(Exercise inputs Opens)

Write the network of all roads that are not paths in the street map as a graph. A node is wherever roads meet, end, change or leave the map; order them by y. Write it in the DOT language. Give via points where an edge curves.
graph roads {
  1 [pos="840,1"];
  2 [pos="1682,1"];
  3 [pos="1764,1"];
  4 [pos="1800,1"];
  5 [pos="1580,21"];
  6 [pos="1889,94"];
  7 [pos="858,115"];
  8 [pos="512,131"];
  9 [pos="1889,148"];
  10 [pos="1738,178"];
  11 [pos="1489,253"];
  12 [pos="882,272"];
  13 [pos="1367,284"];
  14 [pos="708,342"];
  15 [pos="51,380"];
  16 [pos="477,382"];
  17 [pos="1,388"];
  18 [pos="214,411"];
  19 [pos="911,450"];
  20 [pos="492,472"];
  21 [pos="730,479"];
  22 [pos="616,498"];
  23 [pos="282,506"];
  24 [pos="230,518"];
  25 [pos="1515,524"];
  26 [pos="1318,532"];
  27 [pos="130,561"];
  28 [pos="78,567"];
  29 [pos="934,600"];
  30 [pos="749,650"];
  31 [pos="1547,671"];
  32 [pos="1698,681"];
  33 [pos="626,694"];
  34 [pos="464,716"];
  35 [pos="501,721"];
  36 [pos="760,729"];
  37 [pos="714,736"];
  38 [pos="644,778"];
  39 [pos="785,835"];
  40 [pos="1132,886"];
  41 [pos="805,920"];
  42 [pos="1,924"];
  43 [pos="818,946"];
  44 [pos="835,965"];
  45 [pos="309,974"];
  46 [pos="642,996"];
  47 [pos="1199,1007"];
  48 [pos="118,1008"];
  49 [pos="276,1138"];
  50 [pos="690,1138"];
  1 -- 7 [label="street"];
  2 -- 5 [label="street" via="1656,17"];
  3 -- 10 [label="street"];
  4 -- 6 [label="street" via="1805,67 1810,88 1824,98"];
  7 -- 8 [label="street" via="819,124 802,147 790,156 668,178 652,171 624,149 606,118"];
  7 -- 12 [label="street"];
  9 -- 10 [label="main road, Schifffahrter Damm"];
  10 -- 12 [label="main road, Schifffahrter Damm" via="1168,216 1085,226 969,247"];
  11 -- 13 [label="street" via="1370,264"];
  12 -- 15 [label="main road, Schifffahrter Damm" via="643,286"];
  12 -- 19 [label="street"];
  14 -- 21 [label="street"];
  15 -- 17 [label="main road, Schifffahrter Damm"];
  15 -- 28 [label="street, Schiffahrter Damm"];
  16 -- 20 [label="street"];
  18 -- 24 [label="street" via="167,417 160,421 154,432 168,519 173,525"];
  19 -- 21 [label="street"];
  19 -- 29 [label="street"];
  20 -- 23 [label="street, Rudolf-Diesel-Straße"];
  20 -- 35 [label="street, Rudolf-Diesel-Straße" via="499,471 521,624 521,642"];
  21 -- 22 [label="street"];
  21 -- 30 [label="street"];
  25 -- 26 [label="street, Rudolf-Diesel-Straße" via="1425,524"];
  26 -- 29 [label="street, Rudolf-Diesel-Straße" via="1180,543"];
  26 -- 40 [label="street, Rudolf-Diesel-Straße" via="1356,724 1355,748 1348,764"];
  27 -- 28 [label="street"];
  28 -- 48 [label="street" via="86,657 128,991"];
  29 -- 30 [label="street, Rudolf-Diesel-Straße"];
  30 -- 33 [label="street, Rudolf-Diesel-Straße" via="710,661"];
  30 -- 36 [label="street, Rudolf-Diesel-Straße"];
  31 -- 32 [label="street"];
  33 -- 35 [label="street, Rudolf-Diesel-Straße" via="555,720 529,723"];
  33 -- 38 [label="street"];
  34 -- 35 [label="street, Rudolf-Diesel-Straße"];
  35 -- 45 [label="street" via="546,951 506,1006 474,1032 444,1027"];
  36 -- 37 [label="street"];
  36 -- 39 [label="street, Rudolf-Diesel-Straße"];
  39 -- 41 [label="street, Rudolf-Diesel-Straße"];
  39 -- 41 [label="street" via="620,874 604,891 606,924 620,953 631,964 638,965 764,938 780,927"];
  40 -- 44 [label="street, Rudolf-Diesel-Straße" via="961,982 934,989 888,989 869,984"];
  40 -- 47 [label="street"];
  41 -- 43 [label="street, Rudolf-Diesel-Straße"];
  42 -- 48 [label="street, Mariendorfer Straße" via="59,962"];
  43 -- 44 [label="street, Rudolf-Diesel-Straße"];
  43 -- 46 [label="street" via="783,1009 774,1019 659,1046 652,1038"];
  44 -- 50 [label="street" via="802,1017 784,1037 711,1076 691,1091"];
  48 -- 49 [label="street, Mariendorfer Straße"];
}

(Exercise inputs Closes)

Would you set down all the lines above, exactly and in full?

Write the network of all roads that are not paths in the street map as a graph. A node is wherever roads meet, end, change or leave the map; order them by y. Write it in the DOT language. Give via points where an edge curves.
graph roads {
  1 [pos="840,1"];
  2 [pos="1682,1"];
  3 [pos="1764,1"];
  4 [pos="1800,1"];
  5 [pos="1580,21"];
  6 [pos="1889,94"];
  7 [pos="858,115"];
  8 [pos="512,131"];
  9 [pos="1889,148"];
  10 [pos="1738,178"];
  11 [pos="1489,253"];
  12 [pos="882,272"];
  13 [pos="1367,284"];
  14 [pos="708,342"];
  15 [pos="51,380"];
  16 [pos="477,382"];
  17 [pos="1,388"];
  18 [pos="214,411"];
  19 [pos="911,450"];
  20 [pos="492,472"];
  21 [pos="730,479"];
  22 [pos="616,498"];
  23 [pos="282,506"];
  24 [pos="230,518"];
  25 [pos="1515,524"];
  26 [pos="1318,532"];
  27 [pos="130,561"];
  28 [pos="78,567"];
  29 [pos="934,600"];
  30 [pos="749,650"];
  31 [pos="1547,671"];
  32 [pos="1698,681"];
  33 [pos="626,694"];
  34 [pos="464,716"];
  35 [pos="501,721"];
  36 [pos="760,729"];
  37 [pos="714,736"];
  38 [pos="644,778"];
  39 [pos="785,835"];
  40 [pos="1132,886"];
  41 [pos="805,920"];
  42 [pos="1,924"];
  43 [pos="818,946"];
  44 [pos="835,965"];
  45 [pos="309,974"];
  46 [pos="642,996"];
  47 [pos="1199,1007"];
  48 [pos="118,1008"];
  49 [pos="276,1138"];
  50 [pos="690,1138"];
  1 -- 7 [label="street"];
  2 -- 5 [label="street" via="1656,17"];
  3 -- 10 [label="street"];
  4 -- 6 [label="street" via="1805,67 1810,88 1824,98"];
  7 -- 8 [label="street" via="819,124 802,147 790,156 668,178 652,171 624,149 606,118"];
  7 -- 12 [label="street"];
  9 -- 10 [label="main road, Schifffahrter Damm"];
  10 -- 12 [label="main road, Schifffahrter Damm" via="1168,216 1085,226 969,247"];
  11 -- 13 [label="street" via="1370,264"];
  12 -- 15 [label="main road, Schifffahrter Damm" via="643,286"];
  12 -- 19 [label="street"];
  14 -- 21 [label="street"];
  15 -- 17 [label="main road, Schifffahrter Damm"];
  15 -- 28 [label="street, Schiffahrter Damm"];
  16 -- 20 [label="street"];
  18 -- 24 [label="street" via="167,417 160,421 154,432 168,519 173,525"];
  19 -- 21 [label="street"];
  19 -- 29 [label="street"];
  20 -- 23 [label="street, Rudolf-Diesel-Straße"];
  20 -- 35 [label="street, Rudolf-Diesel-Straße" via="499,471 521,624 521,642"];
  21 -- 22 [label="street"];
  21 -- 30 [label="street"];
  25 -- 26 [label="street, Rudolf-Diesel-Straße" via="1425,524"];
  26 -- 29 [label="street, Rudolf-Diesel-Straße" via="1180,543"];
  26 -- 40 [label="street, Rudolf-Diesel-Straße" via="1356,724 1355,748 1348,764"];
  27 -- 28 [label="street"];
  28 -- 48 [label="street" via="86,657 128,991"];
  29 -- 30 [label="street, Rudolf-Diesel-Straße"];
  30 -- 33 [label="street, Rudolf-Diesel-Straße" via="710,661"];
  30 -- 36 [label="street, Rudolf-Diesel-Straße"];
  31 -- 32 [label="street"];
  33 -- 35 [label="street, Rudolf-Diesel-Straße" via="555,720 529,723"];
  33 -- 38 [label="street"];
  34 -- 35 [label="street, Rudolf-Diesel-Straße"];
  35 -- 45 [label="street" via="546,951 506,1006 474,1032 444,1027"];
  36 -- 37 [label="street"];
  36 -- 39 [label="street, Rudolf-Diesel-Straße"];
  39 -- 41 [label="street, Rudolf-Diesel-Straße"];
  39 -- 41 [label="street" via="620,874 604,891 606,924 620,953 631,964 638,965 764,938 780,927"];
  40 -- 44 [label="street, Rudolf-Diesel-Straße" via="961,982 934,989 888,989 869,984"];
  40 -- 47 [label="street"];
  41 -- 43 [label="street, Rudolf-Diesel-Straße"];
  42 -- 48 [label="street, Mariendorfer Straße" via="59,962"];
  43 -- 44 [label="street, Rudolf-Diesel-Straße"];
  43 -- 46 [label="street" via="783,1009 774,1019 659,1046 652,1038"];
  44 -- 50 [label="street" via="802,1017 784,1037 711,1076 691,1091"];
  48 -- 49 [label="street, Mariendorfer Straße"];
}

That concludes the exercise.